Rodge Cohen of Sullivan & Cromwell reflects on a five-decade career shaping the banking industry

Rodge Cohen portrait

In more than five decades of practice, H. Rodgin “Rodge” Cohen, senior chair at Sullivan & Cromwell, has been a pivotal figure in helping some of the world’s largest banks navigate seismic changes, including the 2008 financial crisis. On February 3, Cohen offered his insights into the development of the modern financial system during an installment of  “A Life in the Law,” a speaker series hosted by NYU Law’s Institute for Corporate Governance & Finance (ICGF).

Joining Cohen in conversation were Jay Clayton, the US attorney for the Southern District of New York and former chairman of the US Securities and Exchange Commission, and Edward Rock, Martin Lipton Professor of Law and co-director of ICGF.

Clayton, a former Sullivan & Cromwell colleague, described Cohen as “not only the financial services lawyer of his generation…[but also] for the generations below him and above him.” Citing landmark economic and political events from each decade of Cohen’s practice, Clayton asked Cohen to recall the impact of these developments, starting with the sweeping banking regulation changes of the 1970s.

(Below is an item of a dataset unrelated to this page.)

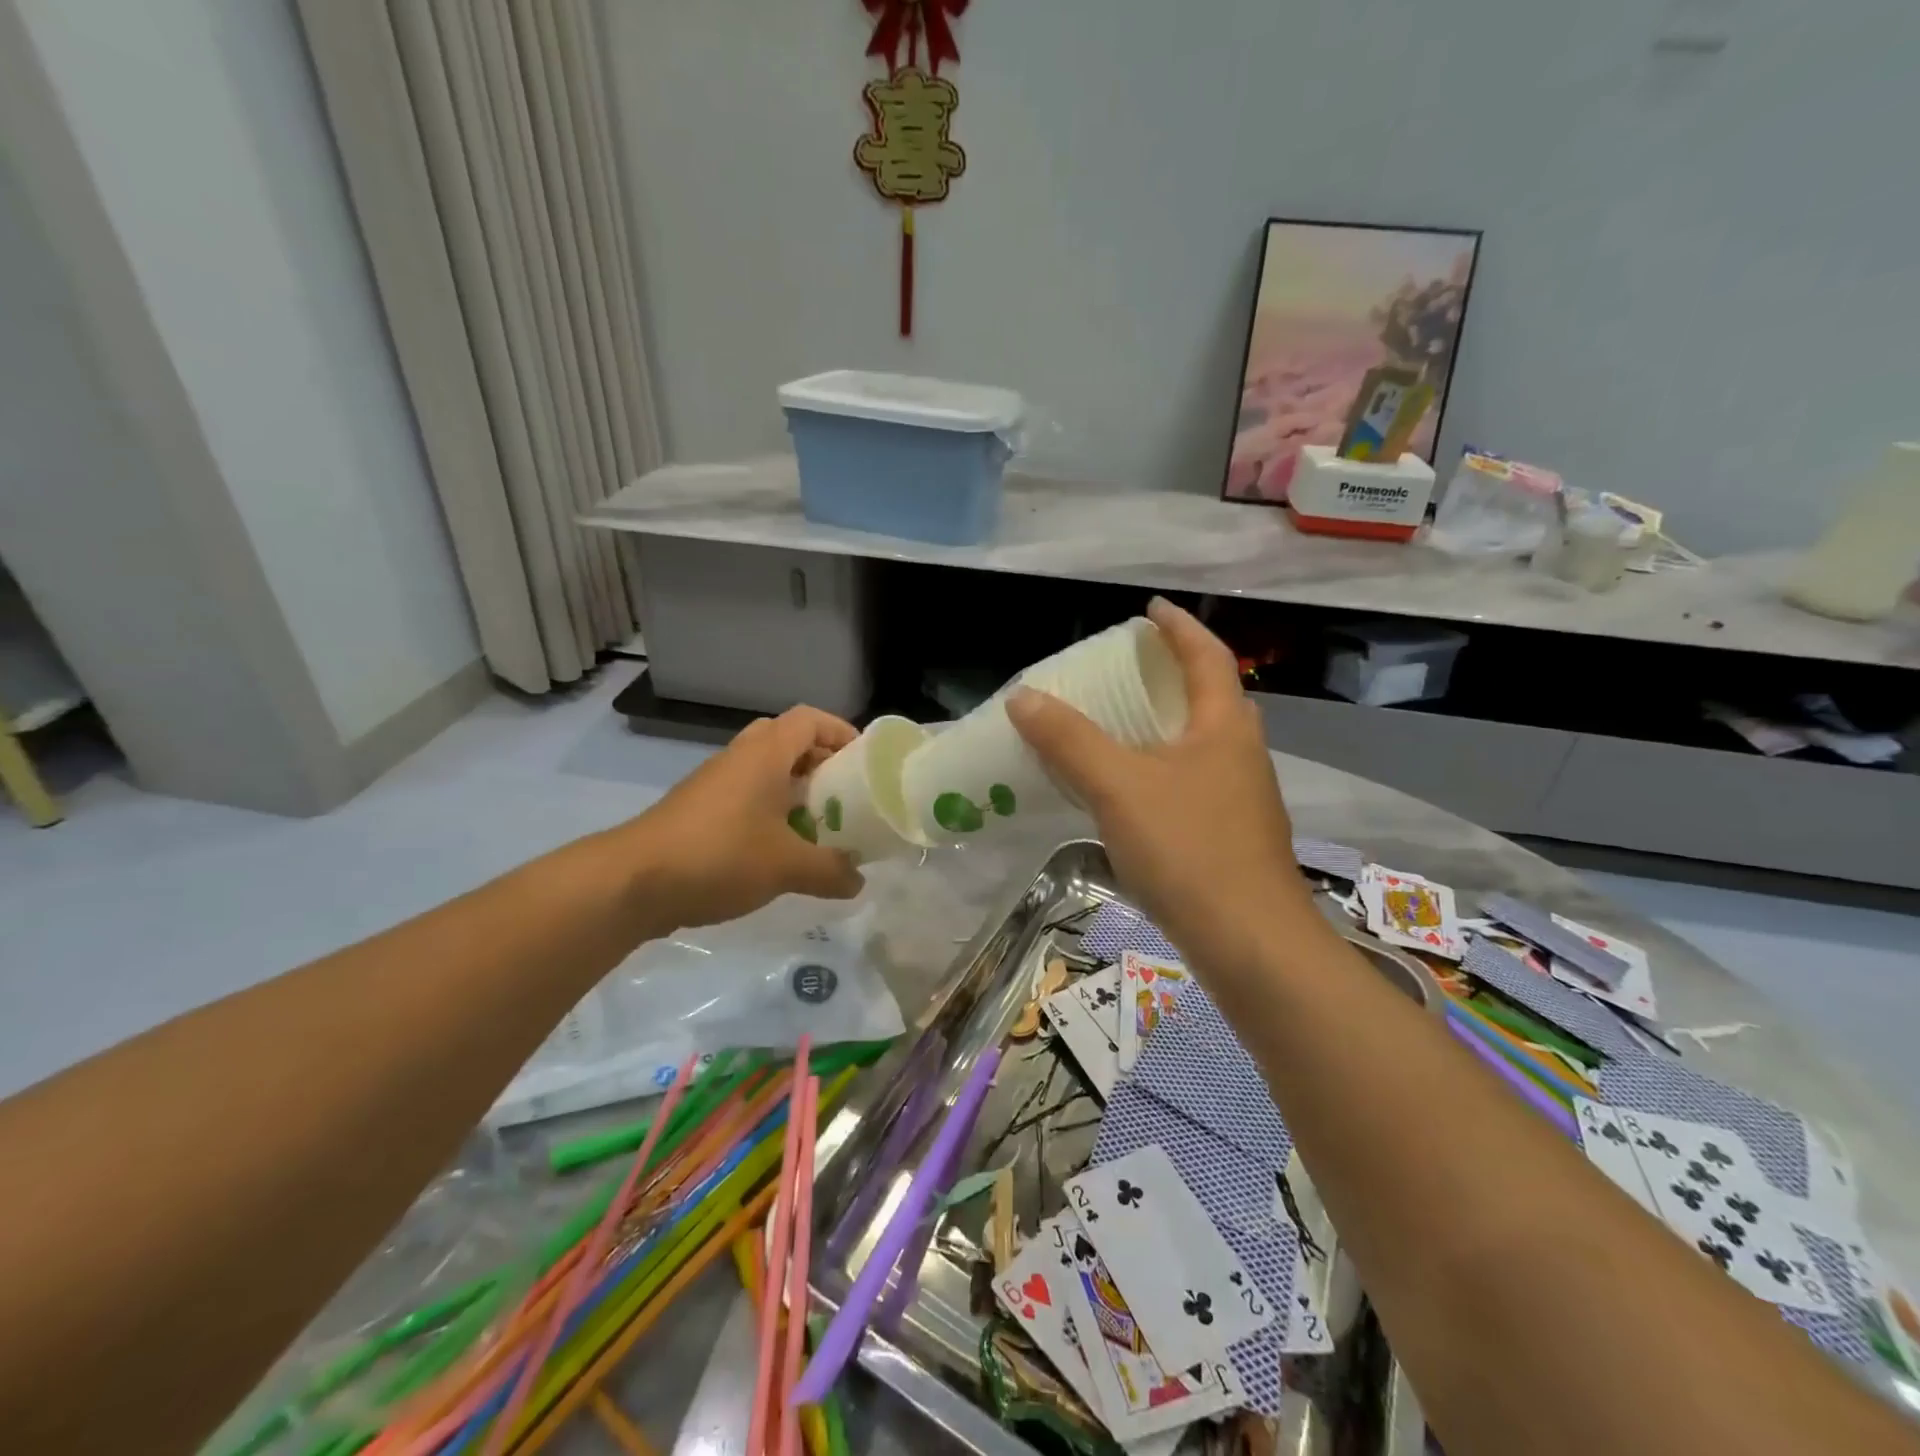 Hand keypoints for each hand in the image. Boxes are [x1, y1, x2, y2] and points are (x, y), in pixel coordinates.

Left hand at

The Bank Secrecy Act, Cohen said, required financial institutions to assist the government in detecting financial crimes, essentially giving them a policing role. He added that the Community Reinvestment Act—passed to eliminate discriminatory lending practices and compel banks to better serve lower-income neighborhoods—had made an “amazing difference” in bringing financial services to more people: roughly one-third of Americans didn’t have a bank account back then, he said, as opposed to 5 percent today.

In the 2008 global financial crisis, Cohen, representing multiple major financial institutions, was at the center of efforts to keep the banking system from collapsing. Clayton asked him to identify key moments. “There were probably several real valleys or holes in the universe,” Cohen recalled. “The morning when the decision was made to let Lehman [Brothers] fail, which [we] had worked so hard on for so many months to try and prevent…. I knew, because we were working on it, that AIG was next, and we were not going to survive an AIG failure. And it was about six hours before the government finally decided that they had to step in…. We were on the edge of a cliff.”

Clayton lauded Cohen’s ability “to read statutes rigorously and be ready when the market needed a new interpretation or an interpretation that people hadn’t seen before.” Before the 1980s, for example, banks were restricted from operating across state lines, but Cohen helped usher in a new era of interstate banking by using a regulatory provision that permitted banks to move their headquarters within a 50-mile radius.

At the end of the conversation, Clayton asked Cohen to look forward to the next significant issue the financial industry must address. Cohen pointed to cryptocurrency regulation, proposing a corollary to Gresham’s Law, which states that bad money drives out good.  “Bad regulation drives out good regulation…. And I do worry, unless we get the regulation of cryptocurrency right, that there will be a problem which will emerge,” Cohen said. “Crypto is what it is,” he added. “Economics are what they are. [Good regulation is] controlling the waves, it’s building the dikes, rather than just holding up your hand and saying, ‘Stop.’ So those dikes have to be built well.”